Set down each line of the data below exactly.

Segment Start: SOURCE RECORDS

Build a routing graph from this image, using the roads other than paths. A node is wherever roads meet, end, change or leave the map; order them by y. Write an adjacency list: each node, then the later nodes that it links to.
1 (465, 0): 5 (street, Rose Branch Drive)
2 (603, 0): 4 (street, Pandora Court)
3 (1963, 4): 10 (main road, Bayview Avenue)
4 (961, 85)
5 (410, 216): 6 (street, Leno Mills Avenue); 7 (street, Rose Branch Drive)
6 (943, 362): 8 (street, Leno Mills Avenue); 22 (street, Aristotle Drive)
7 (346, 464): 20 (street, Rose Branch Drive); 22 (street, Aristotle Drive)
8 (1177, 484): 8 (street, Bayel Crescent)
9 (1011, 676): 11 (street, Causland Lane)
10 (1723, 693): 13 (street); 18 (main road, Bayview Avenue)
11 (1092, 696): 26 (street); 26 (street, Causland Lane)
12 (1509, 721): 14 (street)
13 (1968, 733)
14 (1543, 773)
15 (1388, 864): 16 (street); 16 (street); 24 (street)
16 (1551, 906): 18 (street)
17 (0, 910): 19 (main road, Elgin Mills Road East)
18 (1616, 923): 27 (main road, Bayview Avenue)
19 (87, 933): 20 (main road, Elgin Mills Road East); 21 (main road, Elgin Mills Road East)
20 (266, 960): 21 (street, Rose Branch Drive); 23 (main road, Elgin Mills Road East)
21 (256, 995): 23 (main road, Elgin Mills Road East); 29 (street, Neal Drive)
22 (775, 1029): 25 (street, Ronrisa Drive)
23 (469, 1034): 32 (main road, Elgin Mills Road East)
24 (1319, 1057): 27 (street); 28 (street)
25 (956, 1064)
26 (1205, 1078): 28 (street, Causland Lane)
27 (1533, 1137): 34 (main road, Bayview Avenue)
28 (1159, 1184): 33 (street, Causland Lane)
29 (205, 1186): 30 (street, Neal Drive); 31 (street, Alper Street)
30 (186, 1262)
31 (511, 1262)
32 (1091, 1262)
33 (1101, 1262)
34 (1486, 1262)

Segment End: SOURCE RECORDS

▶ [WRITTEN RESPONSE]:
Build a routing graph from this image, using the roads other than paths. A node is wherever roads meet, end, change or leave the map; order them by y. Write an adjacency list: each node, then the later nodes that it links to.
1 (465, 0): 5 (street, Rose Branch Drive)
2 (603, 0): 4 (street, Pandora Court)
3 (1963, 4): 10 (main road, Bayview Avenue)
4 (961, 85)
5 (410, 216): 6 (street, Leno Mills Avenue); 7 (street, Rose Branch Drive)
6 (943, 362): 8 (street, Leno Mills Avenue); 22 (street, Aristotle Drive)
7 (346, 464): 20 (street, Rose Branch Drive); 22 (street, Aristotle Drive)
8 (1177, 484): 8 (street, Bayel Crescent)
9 (1011, 676): 11 (street, Causland Lane)
10 (1723, 693): 13 (street); 18 (main road, Bayview Avenue)
11 (1092, 696): 26 (street); 26 (street, Causland Lane)
12 (1509, 721): 14 (street)
13 (1968, 733)
14 (1543, 773)
15 (1388, 864): 16 (street); 16 (street); 24 (street)
16 (1551, 906): 18 (street)
17 (0, 910): 19 (main road, Elgin Mills Road East)
18 (1616, 923): 27 (main road, Bayview Avenue)
19 (87, 933): 20 (main road, Elgin Mills Road East); 21 (main road, Elgin Mills Road East)
20 (266, 960): 21 (street, Rose Branch Drive); 23 (main road, Elgin Mills Road East)
21 (256, 995): 23 (main road, Elgin Mills Road East); 29 (street, Neal Drive)
22 (775, 1029): 25 (street, Ronrisa Drive)
23 (469, 1034): 32 (main road, Elgin Mills Road East)
24 (1319, 1057): 27 (street); 28 (street)
25 (956, 1064)
26 (1205, 1078): 28 (street, Causland Lane)
27 (1533, 1137): 34 (main road, Bayview Avenue)
28 (1159, 1184): 33 (street, Causland Lane)
29 (205, 1186): 30 (street, Neal Drive); 31 (street, Alper Street)
30 (186, 1262)
31 (511, 1262)
32 (1091, 1262)
33 (1101, 1262)
34 (1486, 1262)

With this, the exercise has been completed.